Saved entries
---+---
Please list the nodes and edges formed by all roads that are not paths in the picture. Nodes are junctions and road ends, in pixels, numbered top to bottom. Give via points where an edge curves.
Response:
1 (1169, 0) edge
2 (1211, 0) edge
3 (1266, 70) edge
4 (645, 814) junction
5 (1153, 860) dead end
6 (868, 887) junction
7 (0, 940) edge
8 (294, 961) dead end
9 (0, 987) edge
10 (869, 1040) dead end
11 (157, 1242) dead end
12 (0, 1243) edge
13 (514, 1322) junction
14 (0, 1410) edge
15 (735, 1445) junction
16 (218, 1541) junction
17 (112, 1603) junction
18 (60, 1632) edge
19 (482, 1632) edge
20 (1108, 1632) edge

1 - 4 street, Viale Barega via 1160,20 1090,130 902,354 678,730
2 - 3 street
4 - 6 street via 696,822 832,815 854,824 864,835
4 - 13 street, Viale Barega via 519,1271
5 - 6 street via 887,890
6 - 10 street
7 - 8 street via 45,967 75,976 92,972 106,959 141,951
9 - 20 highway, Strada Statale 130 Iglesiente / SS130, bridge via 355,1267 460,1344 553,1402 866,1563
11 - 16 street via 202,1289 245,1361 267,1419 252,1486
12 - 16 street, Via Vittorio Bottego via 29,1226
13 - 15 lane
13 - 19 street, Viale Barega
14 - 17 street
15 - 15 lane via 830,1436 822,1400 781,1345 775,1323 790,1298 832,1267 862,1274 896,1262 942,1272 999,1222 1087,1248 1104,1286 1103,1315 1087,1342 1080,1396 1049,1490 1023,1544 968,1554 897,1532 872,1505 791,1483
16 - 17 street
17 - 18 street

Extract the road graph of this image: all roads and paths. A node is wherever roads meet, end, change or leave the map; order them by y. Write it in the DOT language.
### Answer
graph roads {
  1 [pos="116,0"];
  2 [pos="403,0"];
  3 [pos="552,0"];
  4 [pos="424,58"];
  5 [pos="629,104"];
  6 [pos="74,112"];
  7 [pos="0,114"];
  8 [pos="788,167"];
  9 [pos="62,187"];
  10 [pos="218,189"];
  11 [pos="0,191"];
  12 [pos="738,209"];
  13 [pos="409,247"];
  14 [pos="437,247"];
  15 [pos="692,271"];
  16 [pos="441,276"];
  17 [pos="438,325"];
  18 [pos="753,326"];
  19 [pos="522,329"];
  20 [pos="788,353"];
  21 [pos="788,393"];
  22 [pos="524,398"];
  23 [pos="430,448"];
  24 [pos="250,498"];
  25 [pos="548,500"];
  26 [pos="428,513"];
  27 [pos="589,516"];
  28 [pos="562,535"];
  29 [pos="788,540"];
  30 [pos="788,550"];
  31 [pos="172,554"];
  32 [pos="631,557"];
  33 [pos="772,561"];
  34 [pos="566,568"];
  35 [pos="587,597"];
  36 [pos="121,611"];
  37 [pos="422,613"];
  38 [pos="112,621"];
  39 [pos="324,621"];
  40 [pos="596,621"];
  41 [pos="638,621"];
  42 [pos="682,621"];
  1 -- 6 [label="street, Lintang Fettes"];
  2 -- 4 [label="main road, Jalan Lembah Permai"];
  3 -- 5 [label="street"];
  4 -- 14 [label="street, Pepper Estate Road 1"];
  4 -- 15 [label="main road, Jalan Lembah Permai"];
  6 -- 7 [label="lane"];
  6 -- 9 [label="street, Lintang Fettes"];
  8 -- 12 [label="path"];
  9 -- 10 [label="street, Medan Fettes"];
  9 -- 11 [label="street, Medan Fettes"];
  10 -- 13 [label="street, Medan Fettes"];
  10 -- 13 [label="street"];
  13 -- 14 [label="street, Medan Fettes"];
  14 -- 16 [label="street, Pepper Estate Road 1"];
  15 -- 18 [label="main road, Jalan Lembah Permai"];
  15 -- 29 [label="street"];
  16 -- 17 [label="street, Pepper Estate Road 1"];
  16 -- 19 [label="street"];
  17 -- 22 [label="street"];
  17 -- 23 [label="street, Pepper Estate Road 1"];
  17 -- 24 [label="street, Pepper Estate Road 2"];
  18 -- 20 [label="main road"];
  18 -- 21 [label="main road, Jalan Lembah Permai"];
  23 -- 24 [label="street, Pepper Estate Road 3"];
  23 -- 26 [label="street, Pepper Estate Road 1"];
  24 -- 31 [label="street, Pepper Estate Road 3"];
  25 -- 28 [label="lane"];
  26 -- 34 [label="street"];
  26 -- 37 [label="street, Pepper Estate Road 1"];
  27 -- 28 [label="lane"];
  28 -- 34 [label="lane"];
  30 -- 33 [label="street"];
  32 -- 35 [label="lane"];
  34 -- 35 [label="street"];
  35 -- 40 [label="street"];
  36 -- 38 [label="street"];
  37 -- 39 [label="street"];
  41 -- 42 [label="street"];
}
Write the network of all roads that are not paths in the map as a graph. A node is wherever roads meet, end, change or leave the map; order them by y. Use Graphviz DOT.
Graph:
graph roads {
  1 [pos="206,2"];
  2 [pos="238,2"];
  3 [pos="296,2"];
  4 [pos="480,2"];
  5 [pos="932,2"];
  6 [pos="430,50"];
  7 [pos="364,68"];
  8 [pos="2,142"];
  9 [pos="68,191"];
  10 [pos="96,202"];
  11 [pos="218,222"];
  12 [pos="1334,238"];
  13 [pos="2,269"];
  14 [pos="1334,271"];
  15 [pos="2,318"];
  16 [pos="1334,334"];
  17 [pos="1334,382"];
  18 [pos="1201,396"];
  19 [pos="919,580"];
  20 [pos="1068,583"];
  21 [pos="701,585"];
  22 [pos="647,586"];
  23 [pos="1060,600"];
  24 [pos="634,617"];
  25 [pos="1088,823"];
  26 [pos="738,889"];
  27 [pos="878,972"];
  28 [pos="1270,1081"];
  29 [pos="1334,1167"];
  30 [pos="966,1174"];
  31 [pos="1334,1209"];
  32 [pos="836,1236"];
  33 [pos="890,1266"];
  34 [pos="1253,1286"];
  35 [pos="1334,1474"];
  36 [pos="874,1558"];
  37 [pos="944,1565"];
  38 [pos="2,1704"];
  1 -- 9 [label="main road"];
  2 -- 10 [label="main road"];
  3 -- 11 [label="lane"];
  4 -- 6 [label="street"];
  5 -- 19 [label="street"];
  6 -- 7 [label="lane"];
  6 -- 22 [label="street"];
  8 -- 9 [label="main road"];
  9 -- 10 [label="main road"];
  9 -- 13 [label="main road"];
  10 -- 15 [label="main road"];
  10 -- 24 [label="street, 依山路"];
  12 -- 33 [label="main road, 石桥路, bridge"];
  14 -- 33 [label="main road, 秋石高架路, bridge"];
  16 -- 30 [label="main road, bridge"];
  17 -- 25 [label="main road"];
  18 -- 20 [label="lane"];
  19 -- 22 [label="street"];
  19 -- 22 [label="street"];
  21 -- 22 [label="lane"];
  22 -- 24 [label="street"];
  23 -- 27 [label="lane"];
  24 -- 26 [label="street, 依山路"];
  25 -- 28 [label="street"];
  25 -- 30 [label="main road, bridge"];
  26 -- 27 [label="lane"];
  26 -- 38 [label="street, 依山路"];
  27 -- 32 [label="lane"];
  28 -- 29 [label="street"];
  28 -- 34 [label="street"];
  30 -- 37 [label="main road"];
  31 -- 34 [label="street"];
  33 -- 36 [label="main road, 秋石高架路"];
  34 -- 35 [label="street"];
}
---+---
** Task brief **
Your task is to copy every entry above, exactly as written.

** Output below **
Please list the nodes and edges formed by all roads that are not paths in the picture. Nodes are junctions and road ends, in pixels, numbered top to bottom. Give via points where an edge curves.
Response:
1 (1169, 0) edge
2 (1211, 0) edge
3 (1266, 70) edge
4 (645, 814) junction
5 (1153, 860) dead end
6 (868, 887) junction
7 (0, 940) edge
8 (294, 961) dead end
9 (0, 987) edge
10 (869, 1040) dead end
11 (157, 1242) dead end
12 (0, 1243) edge
13 (514, 1322) junction
14 (0, 1410) edge
15 (735, 1445) junction
16 (218, 1541) junction
17 (112, 1603) junction
18 (60, 1632) edge
19 (482, 1632) edge
20 (1108, 1632) edge

1 - 4 street, Viale Barega via 1160,20 1090,130 902,354 678,730
2 - 3 street
4 - 6 street via 696,822 832,815 854,824 864,835
4 - 13 street, Viale Barega via 519,1271
5 - 6 street via 887,890
6 - 10 street
7 - 8 street via 45,967 75,976 92,972 106,959 141,951
9 - 20 highway, Strada Statale 130 Iglesiente / SS130, bridge via 355,1267 460,1344 553,1402 866,1563
11 - 16 street via 202,1289 245,1361 267,1419 252,1486
12 - 16 street, Via Vittorio Bottego via 29,1226
13 - 15 lane
13 - 19 street, Viale Barega
14 - 17 street
15 - 15 lane via 830,1436 822,1400 781,1345 775,1323 790,1298 832,1267 862,1274 896,1262 942,1272 999,1222 1087,1248 1104,1286 1103,1315 1087,1342 1080,1396 1049,1490 1023,1544 968,1554 897,1532 872,1505 791,1483
16 - 17 street
17 - 18 street

Extract the road graph of this image: all roads and paths. A node is wherever roads meet, end, change or leave the map; order them by y. Write it in the DOT language.
### Answer
graph roads {
  1 [pos="116,0"];
  2 [pos="403,0"];
  3 [pos="552,0"];
  4 [pos="424,58"];
  5 [pos="629,104"];
  6 [pos="74,112"];
  7 [pos="0,114"];
  8 [pos="788,167"];
  9 [pos="62,187"];
  10 [pos="218,189"];
  11 [pos="0,191"];
  12 [pos="738,209"];
  13 [pos="409,247"];
  14 [pos="437,247"];
  15 [pos="692,271"];
  16 [pos="441,276"];
  17 [pos="438,325"];
  18 [pos="753,326"];
  19 [pos="522,329"];
  20 [pos="788,353"];
  21 [pos="788,393"];
  22 [pos="524,398"];
  23 [pos="430,448"];
  24 [pos="250,498"];
  25 [pos="548,500"];
  26 [pos="428,513"];
  27 [pos="589,516"];
  28 [pos="562,535"];
  29 [pos="788,540"];
  30 [pos="788,550"];
  31 [pos="172,554"];
  32 [pos="631,557"];
  33 [pos="772,561"];
  34 [pos="566,568"];
  35 [pos="587,597"];
  36 [pos="121,611"];
  37 [pos="422,613"];
  38 [pos="112,621"];
  39 [pos="324,621"];
  40 [pos="596,621"];
  41 [pos="638,621"];
  42 [pos="682,621"];
  1 -- 6 [label="street, Lintang Fettes"];
  2 -- 4 [label="main road, Jalan Lembah Permai"];
  3 -- 5 [label="street"];
  4 -- 14 [label="street, Pepper Estate Road 1"];
  4 -- 15 [label="main road, Jalan Lembah Permai"];
  6 -- 7 [label="lane"];
  6 -- 9 [label="street, Lintang Fettes"];
  8 -- 12 [label="path"];
  9 -- 10 [label="street, Medan Fettes"];
  9 -- 11 [label="street, Medan Fettes"];
  10 -- 13 [label="street, Medan Fettes"];
  10 -- 13 [label="street"];
  13 -- 14 [label="street, Medan Fettes"];
  14 -- 16 [label="street, Pepper Estate Road 1"];
  15 -- 18 [label="main road, Jalan Lembah Permai"];
  15 -- 29 [label="street"];
  16 -- 17 [label="street, Pepper Estate Road 1"];
  16 -- 19 [label="street"];
  17 -- 22 [label="street"];
  17 -- 23 [label="street, Pepper Estate Road 1"];
  17 -- 24 [label="street, Pepper Estate Road 2"];
  18 -- 20 [label="main road"];
  18 -- 21 [label="main road, Jalan Lembah Permai"];
  23 -- 24 [label="street, Pepper Estate Road 3"];
  23 -- 26 [label="street, Pepper Estate Road 1"];
  24 -- 31 [label="street, Pepper Estate Road 3"];
  25 -- 28 [label="lane"];
  26 -- 34 [label="street"];
  26 -- 37 [label="street, Pepper Estate Road 1"];
  27 -- 28 [label="lane"];
  28 -- 34 [label="lane"];
  30 -- 33 [label="street"];
  32 -- 35 [label="lane"];
  34 -- 35 [label="street"];
  35 -- 40 [label="street"];
  36 -- 38 [label="street"];
  37 -- 39 [label="street"];
  41 -- 42 [label="street"];
}
Write the network of all roads that are not paths in the map as a graph. A node is wherever roads meet, end, change or leave the map; order them by y. Use Graphviz DOT.
Graph:
graph roads {
  1 [pos="206,2"];
  2 [pos="238,2"];
  3 [pos="296,2"];
  4 [pos="480,2"];
  5 [pos="932,2"];
  6 [pos="430,50"];
  7 [pos="364,68"];
  8 [pos="2,142"];
  9 [pos="68,191"];
  10 [pos="96,202"];
  11 [pos="218,222"];
  12 [pos="1334,238"];
  13 [pos="2,269"];
  14 [pos="1334,271"];
  15 [pos="2,318"];
  16 [pos="1334,334"];
  17 [pos="1334,382"];
  18 [pos="1201,396"];
  19 [pos="919,580"];
  20 [pos="1068,583"];
  21 [pos="701,585"];
  22 [pos="647,586"];
  23 [pos="1060,600"];
  24 [pos="634,617"];
  25 [pos="1088,823"];
  26 [pos="738,889"];
  27 [pos="878,972"];
  28 [pos="1270,1081"];
  29 [pos="1334,1167"];
  30 [pos="966,1174"];
  31 [pos="1334,1209"];
  32 [pos="836,1236"];
  33 [pos="890,1266"];
  34 [pos="1253,1286"];
  35 [pos="1334,1474"];
  36 [pos="874,1558"];
  37 [pos="944,1565"];
  38 [pos="2,1704"];
  1 -- 9 [label="main road"];
  2 -- 10 [label="main road"];
  3 -- 11 [label="lane"];
  4 -- 6 [label="street"];
  5 -- 19 [label="street"];
  6 -- 7 [label="lane"];
  6 -- 22 [label="street"];
  8 -- 9 [label="main road"];
  9 -- 10 [label="main road"];
  9 -- 13 [label="main road"];
  10 -- 15 [label="main road"];
  10 -- 24 [label="street, 依山路"];
  12 -- 33 [label="main road, 石桥路, bridge"];
  14 -- 33 [label="main road, 秋石高架路, bridge"];
  16 -- 30 [label="main road, bridge"];
  17 -- 25 [label="main road"];
  18 -- 20 [label="lane"];
  19 -- 22 [label="street"];
  19 -- 22 [label="street"];
  21 -- 22 [label="lane"];
  22 -- 24 [label="street"];
  23 -- 27 [label="lane"];
  24 -- 26 [label="street, 依山路"];
  25 -- 28 [label="street"];
  25 -- 30 [label="main road, bridge"];
  26 -- 27 [label="lane"];
  26 -- 38 [label="street, 依山路"];
  27 -- 32 [label="lane"];
  28 -- 29 [label="street"];
  28 -- 34 [label="street"];
  30 -- 37 [label="main road"];
  31 -- 34 [label="street"];
  33 -- 36 [label="main road, 秋石高架路"];
  34 -- 35 [label="street"];
}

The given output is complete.